Tailscale Funnel Stuck in “Background Configuration Already Exists” State

I’m running into a persistent issue with Tailscale Funnel + Serve where the tailnet believes a “background configuration already exists,” even though the local machine shows no serve or funnel configuration at all.

This happens across clean Ubuntu installs, fresh Tailscale installs, new node IDs, and after fully deleting all local Tailscale state.

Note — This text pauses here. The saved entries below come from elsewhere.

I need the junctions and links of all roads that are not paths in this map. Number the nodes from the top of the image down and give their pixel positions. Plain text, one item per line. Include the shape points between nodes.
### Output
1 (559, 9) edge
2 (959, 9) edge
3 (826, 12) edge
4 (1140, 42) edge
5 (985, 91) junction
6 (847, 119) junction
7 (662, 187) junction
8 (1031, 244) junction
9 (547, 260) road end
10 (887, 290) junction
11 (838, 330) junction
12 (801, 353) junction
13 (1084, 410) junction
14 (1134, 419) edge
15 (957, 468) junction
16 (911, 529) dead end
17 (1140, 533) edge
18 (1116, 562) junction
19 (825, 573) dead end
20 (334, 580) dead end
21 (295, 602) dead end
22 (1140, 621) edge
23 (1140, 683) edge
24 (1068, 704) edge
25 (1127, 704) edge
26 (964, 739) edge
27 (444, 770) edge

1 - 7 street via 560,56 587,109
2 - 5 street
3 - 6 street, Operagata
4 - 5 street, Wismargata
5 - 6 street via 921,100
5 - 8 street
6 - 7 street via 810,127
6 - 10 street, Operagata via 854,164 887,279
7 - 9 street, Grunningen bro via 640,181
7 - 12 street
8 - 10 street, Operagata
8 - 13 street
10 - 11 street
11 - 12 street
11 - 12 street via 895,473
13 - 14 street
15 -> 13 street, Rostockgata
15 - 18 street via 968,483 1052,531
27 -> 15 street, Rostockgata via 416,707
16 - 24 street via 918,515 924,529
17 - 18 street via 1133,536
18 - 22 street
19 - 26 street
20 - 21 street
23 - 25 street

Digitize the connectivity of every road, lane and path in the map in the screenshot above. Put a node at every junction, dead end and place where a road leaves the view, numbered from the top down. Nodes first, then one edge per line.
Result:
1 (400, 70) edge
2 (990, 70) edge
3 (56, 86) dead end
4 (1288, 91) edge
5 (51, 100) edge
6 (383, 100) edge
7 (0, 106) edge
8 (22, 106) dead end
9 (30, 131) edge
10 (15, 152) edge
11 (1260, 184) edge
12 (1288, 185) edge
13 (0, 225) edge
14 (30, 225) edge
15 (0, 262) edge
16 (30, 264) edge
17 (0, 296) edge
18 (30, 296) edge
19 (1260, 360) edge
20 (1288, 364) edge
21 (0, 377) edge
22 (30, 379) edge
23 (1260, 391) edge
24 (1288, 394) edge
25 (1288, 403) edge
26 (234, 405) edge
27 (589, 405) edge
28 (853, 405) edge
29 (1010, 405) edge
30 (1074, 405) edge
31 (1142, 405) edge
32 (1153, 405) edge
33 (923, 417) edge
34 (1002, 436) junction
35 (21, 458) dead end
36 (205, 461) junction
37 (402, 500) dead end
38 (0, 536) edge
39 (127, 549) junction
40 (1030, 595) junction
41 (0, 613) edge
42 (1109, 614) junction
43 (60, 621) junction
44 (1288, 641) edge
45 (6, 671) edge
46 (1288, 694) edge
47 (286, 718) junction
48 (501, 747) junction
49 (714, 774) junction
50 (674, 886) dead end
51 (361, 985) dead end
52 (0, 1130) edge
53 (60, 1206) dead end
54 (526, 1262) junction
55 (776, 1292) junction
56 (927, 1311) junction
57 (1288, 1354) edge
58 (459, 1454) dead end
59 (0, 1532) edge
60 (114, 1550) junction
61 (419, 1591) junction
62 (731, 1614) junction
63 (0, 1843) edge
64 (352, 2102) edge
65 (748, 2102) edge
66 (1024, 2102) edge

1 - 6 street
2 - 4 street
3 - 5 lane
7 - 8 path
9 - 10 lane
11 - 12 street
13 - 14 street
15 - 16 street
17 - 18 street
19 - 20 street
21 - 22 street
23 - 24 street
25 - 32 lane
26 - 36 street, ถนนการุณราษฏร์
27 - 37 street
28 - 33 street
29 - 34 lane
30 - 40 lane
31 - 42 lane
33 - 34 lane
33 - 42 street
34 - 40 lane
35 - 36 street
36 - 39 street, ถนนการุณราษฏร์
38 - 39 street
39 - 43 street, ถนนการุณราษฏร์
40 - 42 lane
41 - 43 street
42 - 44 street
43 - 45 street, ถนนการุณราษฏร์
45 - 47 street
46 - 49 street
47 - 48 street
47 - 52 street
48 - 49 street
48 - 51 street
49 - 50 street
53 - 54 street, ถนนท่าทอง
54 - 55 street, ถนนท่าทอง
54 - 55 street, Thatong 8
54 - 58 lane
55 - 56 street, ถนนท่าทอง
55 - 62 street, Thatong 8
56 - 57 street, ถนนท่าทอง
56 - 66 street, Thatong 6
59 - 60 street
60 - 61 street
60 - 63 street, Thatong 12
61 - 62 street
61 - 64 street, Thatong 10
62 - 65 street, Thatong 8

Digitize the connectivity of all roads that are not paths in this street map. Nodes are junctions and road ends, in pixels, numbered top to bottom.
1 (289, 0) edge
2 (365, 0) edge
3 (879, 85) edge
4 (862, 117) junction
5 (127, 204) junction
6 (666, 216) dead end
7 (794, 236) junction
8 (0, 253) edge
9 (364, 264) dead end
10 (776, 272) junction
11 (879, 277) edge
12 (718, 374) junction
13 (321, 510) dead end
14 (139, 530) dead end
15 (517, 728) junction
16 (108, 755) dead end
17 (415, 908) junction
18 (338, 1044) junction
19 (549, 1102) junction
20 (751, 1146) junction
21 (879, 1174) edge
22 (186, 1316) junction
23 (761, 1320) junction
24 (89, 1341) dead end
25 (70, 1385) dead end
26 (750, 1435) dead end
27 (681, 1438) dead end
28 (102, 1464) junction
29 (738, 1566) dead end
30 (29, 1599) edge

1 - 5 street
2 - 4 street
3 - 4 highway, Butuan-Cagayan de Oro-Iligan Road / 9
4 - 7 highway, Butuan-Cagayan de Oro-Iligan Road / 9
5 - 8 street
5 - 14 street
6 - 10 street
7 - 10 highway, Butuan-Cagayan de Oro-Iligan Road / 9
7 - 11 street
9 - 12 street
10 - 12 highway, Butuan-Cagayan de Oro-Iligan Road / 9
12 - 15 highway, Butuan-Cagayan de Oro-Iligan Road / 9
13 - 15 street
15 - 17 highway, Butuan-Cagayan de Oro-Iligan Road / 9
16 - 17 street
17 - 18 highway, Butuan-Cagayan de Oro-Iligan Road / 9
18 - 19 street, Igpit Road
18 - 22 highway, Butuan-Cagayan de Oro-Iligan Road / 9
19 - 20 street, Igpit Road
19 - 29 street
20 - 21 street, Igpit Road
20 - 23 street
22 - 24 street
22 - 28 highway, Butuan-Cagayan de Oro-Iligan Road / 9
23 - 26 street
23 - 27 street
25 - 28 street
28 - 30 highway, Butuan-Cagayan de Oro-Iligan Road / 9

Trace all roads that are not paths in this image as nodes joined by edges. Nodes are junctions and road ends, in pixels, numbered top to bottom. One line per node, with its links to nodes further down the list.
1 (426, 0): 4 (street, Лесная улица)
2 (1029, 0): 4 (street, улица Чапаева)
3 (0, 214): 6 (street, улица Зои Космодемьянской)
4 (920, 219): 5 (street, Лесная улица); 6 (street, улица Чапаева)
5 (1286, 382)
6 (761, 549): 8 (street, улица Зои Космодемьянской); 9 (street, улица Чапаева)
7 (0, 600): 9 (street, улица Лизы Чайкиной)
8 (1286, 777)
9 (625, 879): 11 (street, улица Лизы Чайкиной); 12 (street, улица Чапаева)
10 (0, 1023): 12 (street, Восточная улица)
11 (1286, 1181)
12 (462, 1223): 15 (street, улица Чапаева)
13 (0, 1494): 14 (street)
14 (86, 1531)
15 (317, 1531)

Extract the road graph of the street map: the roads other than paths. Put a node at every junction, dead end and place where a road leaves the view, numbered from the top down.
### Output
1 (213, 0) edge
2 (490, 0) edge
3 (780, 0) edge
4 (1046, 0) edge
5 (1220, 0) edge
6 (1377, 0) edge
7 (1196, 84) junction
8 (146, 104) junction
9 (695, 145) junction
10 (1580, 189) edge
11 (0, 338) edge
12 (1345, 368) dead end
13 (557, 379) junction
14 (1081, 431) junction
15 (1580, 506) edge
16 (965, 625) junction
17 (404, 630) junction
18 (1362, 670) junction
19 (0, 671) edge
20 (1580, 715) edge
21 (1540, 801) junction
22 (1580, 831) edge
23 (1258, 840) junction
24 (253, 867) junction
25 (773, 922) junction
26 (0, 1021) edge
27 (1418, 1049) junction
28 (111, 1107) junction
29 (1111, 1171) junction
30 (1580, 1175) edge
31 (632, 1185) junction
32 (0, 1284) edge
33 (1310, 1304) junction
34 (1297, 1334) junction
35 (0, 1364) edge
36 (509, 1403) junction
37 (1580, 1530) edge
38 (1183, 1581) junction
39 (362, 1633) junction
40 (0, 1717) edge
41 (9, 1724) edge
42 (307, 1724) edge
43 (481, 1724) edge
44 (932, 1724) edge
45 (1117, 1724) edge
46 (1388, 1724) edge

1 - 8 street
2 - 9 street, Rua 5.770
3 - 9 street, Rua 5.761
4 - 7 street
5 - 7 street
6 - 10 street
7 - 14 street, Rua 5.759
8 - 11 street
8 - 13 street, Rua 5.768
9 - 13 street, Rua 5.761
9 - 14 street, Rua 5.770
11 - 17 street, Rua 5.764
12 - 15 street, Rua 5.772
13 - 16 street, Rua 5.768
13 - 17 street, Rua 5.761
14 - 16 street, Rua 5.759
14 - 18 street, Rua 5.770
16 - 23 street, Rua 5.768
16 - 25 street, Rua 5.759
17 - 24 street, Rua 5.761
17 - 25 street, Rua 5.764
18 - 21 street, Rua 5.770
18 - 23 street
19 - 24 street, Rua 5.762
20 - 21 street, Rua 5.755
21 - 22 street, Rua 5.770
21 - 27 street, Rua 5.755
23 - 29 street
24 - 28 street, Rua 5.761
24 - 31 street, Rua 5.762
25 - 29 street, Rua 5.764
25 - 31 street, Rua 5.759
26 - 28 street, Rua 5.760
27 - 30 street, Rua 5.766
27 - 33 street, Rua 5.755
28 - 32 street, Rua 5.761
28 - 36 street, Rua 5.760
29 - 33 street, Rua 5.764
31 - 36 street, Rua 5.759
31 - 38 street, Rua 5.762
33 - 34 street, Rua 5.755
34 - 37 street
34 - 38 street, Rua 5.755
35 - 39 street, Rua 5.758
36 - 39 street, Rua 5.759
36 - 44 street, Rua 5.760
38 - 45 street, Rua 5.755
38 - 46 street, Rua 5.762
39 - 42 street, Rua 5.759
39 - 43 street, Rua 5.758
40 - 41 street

At this point it seems likely that the stuck config is stored in the tailnet control plane, not on the device.

1. The Core Problem

‘tailscale funnel --https=443 on’

always returns:

‘background configuration already exists’

However, the device reports no active Funnel or Serve configuration:

‘tailscale serve status’

‘tailscale funnel status’

‘tailscale status --json | jq .ServeConfig’

All return:

‘No serve config’

‘null’

Despite this, Tailscale still directs me to a Funnel UI URL for old, deleted node IDs, such as:

https://login.tailscale.com/f/funnel?node=<old_node_id>

2. Local State Has Been Fully Deleted

I wiped the machine repeatedly and removed all known Tailscale state:

‘/var/lib/tailscale/tailscaled.state’

‘/root/.config/tailscale’

‘/var/cache/tailscale’

‘/run/tailscale/*’

‘/etc/apt/sources.list.d/tailscale.list’

‘/usr/share/keyrings/tailscale-archive-keyring.gpg’

Then:

• Reinstalled Tailscale

• Re-authenticated using a fresh authkey

• Verified the device receives a new node ID

‘tailscale’ serve works normally:

‘tailscale serve --bg 9071’

‘tailscale funnel’ still claims the phantom background config exists.

3. All Reset Paths Fail

LocalAPI reset attempts:

curl --unix-socket /var/run/tailscale/tailscaled.sock \

-X POST http://local-tailscale.sock/localapi/v0/serve/reset

Outputs:

‘invalid localapi request’

Public API reset attempts:

All variants return 404:

‘POST /api/v2/tailnet//serve/reset’

‘POST /api/v2/tailnet//serve/config/reset’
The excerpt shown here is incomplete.